Sonali Kokra December 18, 2018 13:33:31 IST
Katrina Kaif is finally coming into her own, minus the male influences in her life

Breakups are terrible.

No matter how you slice it, or how many inspiring/well-intentioned/earnest platitudes are thrown at you, there’s no denying the fact that they sting and burn. Massively.

While breakups are vile experiences for everyone, one can only imagine that they’re about a thousand times worse when the two (or more) people involved also happen to be wildly popular celebrities, capable of whipping the nation into a frenzy with every seismic shift in their dating graph. Who would want to willingly invite attention to one’s lowest, least-confident moments?

And yet, some celebrities, no matter how tight-lipped they are about their relationships, don’t really have a choice in the matter. Or have far lesser choice than their peers. Case in point being Katrina Kaif.

Katrina Kaif is finally coming into her own minus the male influences in her life

Katrina Kaif and Ranbir Kapoor.

In her 15-year-long career as an actor, Katrina’s relationships and their eventual demise have generated more interest than her acting abilities ever could — even when she only hesitatingly, if at all, acknowledged them.

The earliest reports about her relationship with Salman Khan surfaced in 2003 and continued all the way until 2010, when she started dating Ranbir Kapoor. For the seven years that she ostensibly dated Khan, curiosity over when, or if, they would tie the knot, overshadowed all public interest in her career. The same pattern continued for the six years Katrina and Ranbir dated.

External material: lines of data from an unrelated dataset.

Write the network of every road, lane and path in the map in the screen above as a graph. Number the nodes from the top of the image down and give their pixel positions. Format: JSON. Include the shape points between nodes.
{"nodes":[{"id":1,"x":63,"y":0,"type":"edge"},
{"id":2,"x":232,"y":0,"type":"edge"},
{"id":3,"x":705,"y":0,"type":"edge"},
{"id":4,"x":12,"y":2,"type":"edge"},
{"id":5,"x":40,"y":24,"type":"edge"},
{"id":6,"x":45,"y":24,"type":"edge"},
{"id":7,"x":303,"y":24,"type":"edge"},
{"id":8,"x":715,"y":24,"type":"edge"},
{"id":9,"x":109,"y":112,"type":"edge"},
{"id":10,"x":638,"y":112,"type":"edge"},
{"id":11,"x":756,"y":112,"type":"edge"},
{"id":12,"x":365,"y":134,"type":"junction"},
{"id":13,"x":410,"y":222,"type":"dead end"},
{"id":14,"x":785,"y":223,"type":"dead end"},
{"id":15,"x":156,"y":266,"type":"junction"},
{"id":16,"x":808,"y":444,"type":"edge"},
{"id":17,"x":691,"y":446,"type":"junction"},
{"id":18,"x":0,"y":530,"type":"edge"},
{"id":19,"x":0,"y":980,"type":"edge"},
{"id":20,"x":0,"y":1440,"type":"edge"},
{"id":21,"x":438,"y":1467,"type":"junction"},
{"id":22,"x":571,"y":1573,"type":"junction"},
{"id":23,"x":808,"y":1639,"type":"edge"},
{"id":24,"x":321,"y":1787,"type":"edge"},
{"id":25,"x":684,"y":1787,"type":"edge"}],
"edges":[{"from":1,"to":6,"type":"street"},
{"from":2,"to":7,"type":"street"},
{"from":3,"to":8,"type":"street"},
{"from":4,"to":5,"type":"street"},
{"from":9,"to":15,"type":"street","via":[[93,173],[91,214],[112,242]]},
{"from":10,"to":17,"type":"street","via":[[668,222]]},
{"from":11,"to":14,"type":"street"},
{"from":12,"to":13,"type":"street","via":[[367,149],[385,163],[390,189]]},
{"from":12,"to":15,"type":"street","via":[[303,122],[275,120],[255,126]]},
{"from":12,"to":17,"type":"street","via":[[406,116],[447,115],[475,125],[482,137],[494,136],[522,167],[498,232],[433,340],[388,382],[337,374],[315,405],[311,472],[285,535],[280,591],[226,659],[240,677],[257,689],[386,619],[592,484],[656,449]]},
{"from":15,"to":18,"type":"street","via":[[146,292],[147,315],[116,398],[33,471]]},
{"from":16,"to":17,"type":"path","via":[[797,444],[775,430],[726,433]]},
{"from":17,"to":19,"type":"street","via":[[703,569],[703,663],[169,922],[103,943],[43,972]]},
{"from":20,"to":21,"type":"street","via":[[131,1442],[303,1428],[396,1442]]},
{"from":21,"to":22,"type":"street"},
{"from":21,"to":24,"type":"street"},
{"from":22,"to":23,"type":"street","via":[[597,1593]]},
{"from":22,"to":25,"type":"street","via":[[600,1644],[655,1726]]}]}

For one of the most commercially viable actresses in the country, oddly, Katrina’s public persona has always revolved around the men she’s romantically linked with.

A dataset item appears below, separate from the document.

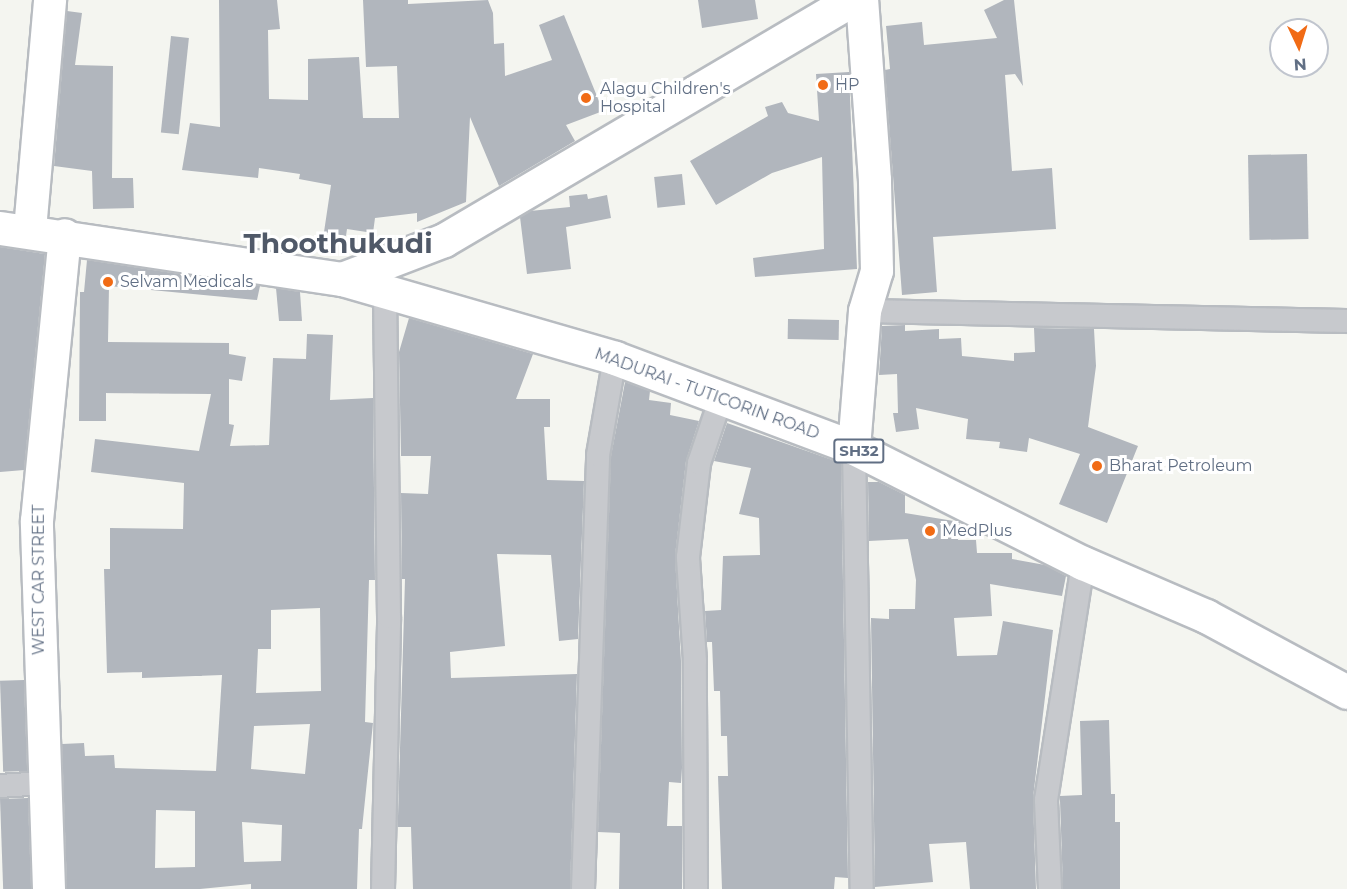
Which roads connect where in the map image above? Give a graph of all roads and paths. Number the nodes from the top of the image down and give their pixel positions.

Leaked photographs from a 2013 vacation in Spain with then-boyfriend Ranbir, their moving in together in 2014, and rumours of a secret engagement later that year got her more press than the four films she appeared in that time, one of which, Dhoom 3, went on to become the first Indian film to earn Rs 500 crore worldwide.

In so many ways, Katrina’s life, or at least the people-facing parts of it, has been a curious reflection of her career — always playing second fiddle to the leading men, despite top billing as a headlining act. Katrina has starred in five major movies since she and Ranbir split, and is weeks away from one of the year’s biggest releases, but our most pressing collective concern is if she’s over her ex yet.

Which is why it came as no surprise to anyone when Vogue, in its cover interview for the December issue, led with and dedicated a large portion of its magazine inches to the infamous breakup that happened almost three years ago.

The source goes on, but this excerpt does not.